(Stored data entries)
************

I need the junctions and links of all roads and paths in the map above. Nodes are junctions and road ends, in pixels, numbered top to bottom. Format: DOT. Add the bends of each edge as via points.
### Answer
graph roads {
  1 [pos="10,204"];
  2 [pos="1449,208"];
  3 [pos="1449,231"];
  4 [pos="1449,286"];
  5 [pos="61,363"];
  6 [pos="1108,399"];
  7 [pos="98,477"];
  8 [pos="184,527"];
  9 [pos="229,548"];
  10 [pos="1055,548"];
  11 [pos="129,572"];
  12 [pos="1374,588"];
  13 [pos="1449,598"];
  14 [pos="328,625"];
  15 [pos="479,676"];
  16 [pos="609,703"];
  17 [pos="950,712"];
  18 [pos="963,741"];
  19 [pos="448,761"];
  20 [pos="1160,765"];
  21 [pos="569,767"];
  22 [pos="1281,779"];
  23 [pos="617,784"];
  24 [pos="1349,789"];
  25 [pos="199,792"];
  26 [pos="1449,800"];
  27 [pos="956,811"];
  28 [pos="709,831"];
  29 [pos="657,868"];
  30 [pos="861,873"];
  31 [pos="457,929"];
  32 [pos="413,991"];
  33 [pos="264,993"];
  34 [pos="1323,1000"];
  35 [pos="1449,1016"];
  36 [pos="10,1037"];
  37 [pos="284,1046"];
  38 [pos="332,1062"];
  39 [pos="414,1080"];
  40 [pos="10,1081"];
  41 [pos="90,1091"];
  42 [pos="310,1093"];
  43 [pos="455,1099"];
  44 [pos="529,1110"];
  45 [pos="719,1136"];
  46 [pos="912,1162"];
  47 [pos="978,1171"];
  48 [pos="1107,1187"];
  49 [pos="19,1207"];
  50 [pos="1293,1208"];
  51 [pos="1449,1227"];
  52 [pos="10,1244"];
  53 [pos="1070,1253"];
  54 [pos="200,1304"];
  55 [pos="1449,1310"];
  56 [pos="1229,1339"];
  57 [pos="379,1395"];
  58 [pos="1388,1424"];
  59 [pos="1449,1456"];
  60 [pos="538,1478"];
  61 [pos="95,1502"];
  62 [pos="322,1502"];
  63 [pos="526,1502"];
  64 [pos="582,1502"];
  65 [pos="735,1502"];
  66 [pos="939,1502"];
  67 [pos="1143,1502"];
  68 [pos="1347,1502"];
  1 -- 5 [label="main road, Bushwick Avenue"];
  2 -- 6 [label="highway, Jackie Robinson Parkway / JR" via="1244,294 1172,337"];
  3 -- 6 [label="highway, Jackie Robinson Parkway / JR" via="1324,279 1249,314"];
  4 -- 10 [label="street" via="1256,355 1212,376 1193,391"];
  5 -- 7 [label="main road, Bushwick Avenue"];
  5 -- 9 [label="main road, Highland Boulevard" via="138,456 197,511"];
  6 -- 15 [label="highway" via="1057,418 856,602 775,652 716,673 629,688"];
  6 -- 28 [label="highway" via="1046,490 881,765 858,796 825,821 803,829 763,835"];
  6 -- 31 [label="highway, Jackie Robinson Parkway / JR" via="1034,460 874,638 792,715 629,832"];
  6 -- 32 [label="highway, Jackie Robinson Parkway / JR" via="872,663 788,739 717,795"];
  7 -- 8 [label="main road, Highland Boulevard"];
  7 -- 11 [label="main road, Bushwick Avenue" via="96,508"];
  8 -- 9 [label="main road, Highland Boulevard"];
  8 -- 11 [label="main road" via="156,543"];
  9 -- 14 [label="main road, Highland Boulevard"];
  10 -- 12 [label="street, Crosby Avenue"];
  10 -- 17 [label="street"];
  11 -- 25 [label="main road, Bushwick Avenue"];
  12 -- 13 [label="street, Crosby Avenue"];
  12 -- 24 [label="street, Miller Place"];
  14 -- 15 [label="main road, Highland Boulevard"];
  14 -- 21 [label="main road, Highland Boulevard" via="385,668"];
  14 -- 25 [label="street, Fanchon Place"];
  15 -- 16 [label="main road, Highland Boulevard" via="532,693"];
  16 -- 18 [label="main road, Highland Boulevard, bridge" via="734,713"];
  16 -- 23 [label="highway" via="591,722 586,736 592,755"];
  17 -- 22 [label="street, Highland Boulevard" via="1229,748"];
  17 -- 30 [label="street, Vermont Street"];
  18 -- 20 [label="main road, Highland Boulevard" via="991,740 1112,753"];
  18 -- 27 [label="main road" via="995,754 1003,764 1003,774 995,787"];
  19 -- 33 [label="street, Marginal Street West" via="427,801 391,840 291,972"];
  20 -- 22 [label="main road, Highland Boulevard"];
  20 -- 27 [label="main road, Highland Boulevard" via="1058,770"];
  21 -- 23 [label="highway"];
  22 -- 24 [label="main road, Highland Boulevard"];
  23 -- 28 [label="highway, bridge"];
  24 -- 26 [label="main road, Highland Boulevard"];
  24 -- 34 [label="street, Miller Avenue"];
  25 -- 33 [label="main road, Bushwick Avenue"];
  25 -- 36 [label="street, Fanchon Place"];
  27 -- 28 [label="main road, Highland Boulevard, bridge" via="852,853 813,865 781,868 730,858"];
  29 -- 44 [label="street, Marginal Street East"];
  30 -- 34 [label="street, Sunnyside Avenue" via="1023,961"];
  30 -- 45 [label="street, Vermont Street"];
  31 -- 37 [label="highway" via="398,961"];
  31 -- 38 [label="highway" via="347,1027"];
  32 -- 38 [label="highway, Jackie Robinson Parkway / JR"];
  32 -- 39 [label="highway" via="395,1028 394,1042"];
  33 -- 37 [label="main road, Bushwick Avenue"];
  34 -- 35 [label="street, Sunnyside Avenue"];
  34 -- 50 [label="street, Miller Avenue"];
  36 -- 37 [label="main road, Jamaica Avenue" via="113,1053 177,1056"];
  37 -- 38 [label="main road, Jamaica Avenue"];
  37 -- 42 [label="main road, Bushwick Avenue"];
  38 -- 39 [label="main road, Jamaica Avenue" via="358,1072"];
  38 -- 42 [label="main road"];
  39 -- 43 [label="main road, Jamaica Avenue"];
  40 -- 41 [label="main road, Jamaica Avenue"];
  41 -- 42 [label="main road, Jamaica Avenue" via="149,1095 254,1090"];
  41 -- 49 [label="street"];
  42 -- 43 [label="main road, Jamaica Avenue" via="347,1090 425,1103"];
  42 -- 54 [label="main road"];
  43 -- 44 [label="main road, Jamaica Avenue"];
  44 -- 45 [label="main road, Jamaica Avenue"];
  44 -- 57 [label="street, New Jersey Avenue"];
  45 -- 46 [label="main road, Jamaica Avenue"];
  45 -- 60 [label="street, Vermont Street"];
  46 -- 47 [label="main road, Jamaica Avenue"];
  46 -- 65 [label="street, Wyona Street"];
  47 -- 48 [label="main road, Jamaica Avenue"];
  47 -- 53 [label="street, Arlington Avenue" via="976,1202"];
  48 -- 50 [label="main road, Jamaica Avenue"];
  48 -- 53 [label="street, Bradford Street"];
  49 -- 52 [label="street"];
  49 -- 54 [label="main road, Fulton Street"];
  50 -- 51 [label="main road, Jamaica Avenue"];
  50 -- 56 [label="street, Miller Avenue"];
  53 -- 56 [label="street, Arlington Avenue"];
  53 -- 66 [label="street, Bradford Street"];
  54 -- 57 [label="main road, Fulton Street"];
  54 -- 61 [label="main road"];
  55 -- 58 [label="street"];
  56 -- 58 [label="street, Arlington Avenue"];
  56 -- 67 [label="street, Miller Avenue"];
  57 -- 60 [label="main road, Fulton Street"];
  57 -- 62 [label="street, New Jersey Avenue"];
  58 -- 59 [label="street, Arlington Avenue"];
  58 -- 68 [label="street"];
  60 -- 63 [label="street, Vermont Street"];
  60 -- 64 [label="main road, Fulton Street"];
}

************

§ **THE PROBLEM**
All of the records are to be reproduced exactly as they were given.

§ **RESPONSE TO THE TASK**
I need the junctions and links of all roads and paths in the map above. Nodes are junctions and road ends, in pixels, numbered top to bottom. Format: DOT. Add the bends of each edge as via points.
### Answer
graph roads {
  1 [pos="10,204"];
  2 [pos="1449,208"];
  3 [pos="1449,231"];
  4 [pos="1449,286"];
  5 [pos="61,363"];
  6 [pos="1108,399"];
  7 [pos="98,477"];
  8 [pos="184,527"];
  9 [pos="229,548"];
  10 [pos="1055,548"];
  11 [pos="129,572"];
  12 [pos="1374,588"];
  13 [pos="1449,598"];
  14 [pos="328,625"];
  15 [pos="479,676"];
  16 [pos="609,703"];
  17 [pos="950,712"];
  18 [pos="963,741"];
  19 [pos="448,761"];
  20 [pos="1160,765"];
  21 [pos="569,767"];
  22 [pos="1281,779"];
  23 [pos="617,784"];
  24 [pos="1349,789"];
  25 [pos="199,792"];
  26 [pos="1449,800"];
  27 [pos="956,811"];
  28 [pos="709,831"];
  29 [pos="657,868"];
  30 [pos="861,873"];
  31 [pos="457,929"];
  32 [pos="413,991"];
  33 [pos="264,993"];
  34 [pos="1323,1000"];
  35 [pos="1449,1016"];
  36 [pos="10,1037"];
  37 [pos="284,1046"];
  38 [pos="332,1062"];
  39 [pos="414,1080"];
  40 [pos="10,1081"];
  41 [pos="90,1091"];
  42 [pos="310,1093"];
  43 [pos="455,1099"];
  44 [pos="529,1110"];
  45 [pos="719,1136"];
  46 [pos="912,1162"];
  47 [pos="978,1171"];
  48 [pos="1107,1187"];
  49 [pos="19,1207"];
  50 [pos="1293,1208"];
  51 [pos="1449,1227"];
  52 [pos="10,1244"];
  53 [pos="1070,1253"];
  54 [pos="200,1304"];
  55 [pos="1449,1310"];
  56 [pos="1229,1339"];
  57 [pos="379,1395"];
  58 [pos="1388,1424"];
  59 [pos="1449,1456"];
  60 [pos="538,1478"];
  61 [pos="95,1502"];
  62 [pos="322,1502"];
  63 [pos="526,1502"];
  64 [pos="582,1502"];
  65 [pos="735,1502"];
  66 [pos="939,1502"];
  67 [pos="1143,1502"];
  68 [pos="1347,1502"];
  1 -- 5 [label="main road, Bushwick Avenue"];
  2 -- 6 [label="highway, Jackie Robinson Parkway / JR" via="1244,294 1172,337"];
  3 -- 6 [label="highway, Jackie Robinson Parkway / JR" via="1324,279 1249,314"];
  4 -- 10 [label="street" via="1256,355 1212,376 1193,391"];
  5 -- 7 [label="main road, Bushwick Avenue"];
  5 -- 9 [label="main road, Highland Boulevard" via="138,456 197,511"];
  6 -- 15 [label="highway" via="1057,418 856,602 775,652 716,673 629,688"];
  6 -- 28 [label="highway" via="1046,490 881,765 858,796 825,821 803,829 763,835"];
  6 -- 31 [label="highway, Jackie Robinson Parkway / JR" via="1034,460 874,638 792,715 629,832"];
  6 -- 32 [label="highway, Jackie Robinson Parkway / JR" via="872,663 788,739 717,795"];
  7 -- 8 [label="main road, Highland Boulevard"];
  7 -- 11 [label="main road, Bushwick Avenue" via="96,508"];
  8 -- 9 [label="main road, Highland Boulevard"];
  8 -- 11 [label="main road" via="156,543"];
  9 -- 14 [label="main road, Highland Boulevard"];
  10 -- 12 [label="street, Crosby Avenue"];
  10 -- 17 [label="street"];
  11 -- 25 [label="main road, Bushwick Avenue"];
  12 -- 13 [label="street, Crosby Avenue"];
  12 -- 24 [label="street, Miller Place"];
  14 -- 15 [label="main road, Highland Boulevard"];
  14 -- 21 [label="main road, Highland Boulevard" via="385,668"];
  14 -- 25 [label="street, Fanchon Place"];
  15 -- 16 [label="main road, Highland Boulevard" via="532,693"];
  16 -- 18 [label="main road, Highland Boulevard, bridge" via="734,713"];
  16 -- 23 [label="highway" via="591,722 586,736 592,755"];
  17 -- 22 [label="street, Highland Boulevard" via="1229,748"];
  17 -- 30 [label="street, Vermont Street"];
  18 -- 20 [label="main road, Highland Boulevard" via="991,740 1112,753"];
  18 -- 27 [label="main road" via="995,754 1003,764 1003,774 995,787"];
  19 -- 33 [label="street, Marginal Street West" via="427,801 391,840 291,972"];
  20 -- 22 [label="main road, Highland Boulevard"];
  20 -- 27 [label="main road, Highland Boulevard" via="1058,770"];
  21 -- 23 [label="highway"];
  22 -- 24 [label="main road, Highland Boulevard"];
  23 -- 28 [label="highway, bridge"];
  24 -- 26 [label="main road, Highland Boulevard"];
  24 -- 34 [label="street, Miller Avenue"];
  25 -- 33 [label="main road, Bushwick Avenue"];
  25 -- 36 [label="street, Fanchon Place"];
  27 -- 28 [label="main road, Highland Boulevard, bridge" via="852,853 813,865 781,868 730,858"];
  29 -- 44 [label="street, Marginal Street East"];
  30 -- 34 [label="street, Sunnyside Avenue" via="1023,961"];
  30 -- 45 [label="street, Vermont Street"];
  31 -- 37 [label="highway" via="398,961"];
  31 -- 38 [label="highway" via="347,1027"];
  32 -- 38 [label="highway, Jackie Robinson Parkway / JR"];
  32 -- 39 [label="highway" via="395,1028 394,1042"];
  33 -- 37 [label="main road, Bushwick Avenue"];
  34 -- 35 [label="street, Sunnyside Avenue"];
  34 -- 50 [label="street, Miller Avenue"];
  36 -- 37 [label="main road, Jamaica Avenue" via="113,1053 177,1056"];
  37 -- 38 [label="main road, Jamaica Avenue"];
  37 -- 42 [label="main road, Bushwick Avenue"];
  38 -- 39 [label="main road, Jamaica Avenue" via="358,1072"];
  38 -- 42 [label="main road"];
  39 -- 43 [label="main road, Jamaica Avenue"];
  40 -- 41 [label="main road, Jamaica Avenue"];
  41 -- 42 [label="main road, Jamaica Avenue" via="149,1095 254,1090"];
  41 -- 49 [label="street"];
  42 -- 43 [label="main road, Jamaica Avenue" via="347,1090 425,1103"];
  42 -- 54 [label="main road"];
  43 -- 44 [label="main road, Jamaica Avenue"];
  44 -- 45 [label="main road, Jamaica Avenue"];
  44 -- 57 [label="street, New Jersey Avenue"];
  45 -- 46 [label="main road, Jamaica Avenue"];
  45 -- 60 [label="street, Vermont Street"];
  46 -- 47 [label="main road, Jamaica Avenue"];
  46 -- 65 [label="street, Wyona Street"];
  47 -- 48 [label="main road, Jamaica Avenue"];
  47 -- 53 [label="street, Arlington Avenue" via="976,1202"];
  48 -- 50 [label="main road, Jamaica Avenue"];
  48 -- 53 [label="street, Bradford Street"];
  49 -- 52 [label="street"];
  49 -- 54 [label="main road, Fulton Street"];
  50 -- 51 [label="main road, Jamaica Avenue"];
  50 -- 56 [label="street, Miller Avenue"];
  53 -- 56 [label="street, Arlington Avenue"];
  53 -- 66 [label="street, Bradford Street"];
  54 -- 57 [label="main road, Fulton Street"];
  54 -- 61 [label="main road"];
  55 -- 58 [label="street"];
  56 -- 58 [label="street, Arlington Avenue"];
  56 -- 67 [label="street, Miller Avenue"];
  57 -- 60 [label="main road, Fulton Street"];
  57 -- 62 [label="street, New Jersey Avenue"];
  58 -- 59 [label="street, Arlington Avenue"];
  58 -- 68 [label="street"];
  60 -- 63 [label="street, Vermont Street"];
  60 -- 64 [label="main road, Fulton Street"];
}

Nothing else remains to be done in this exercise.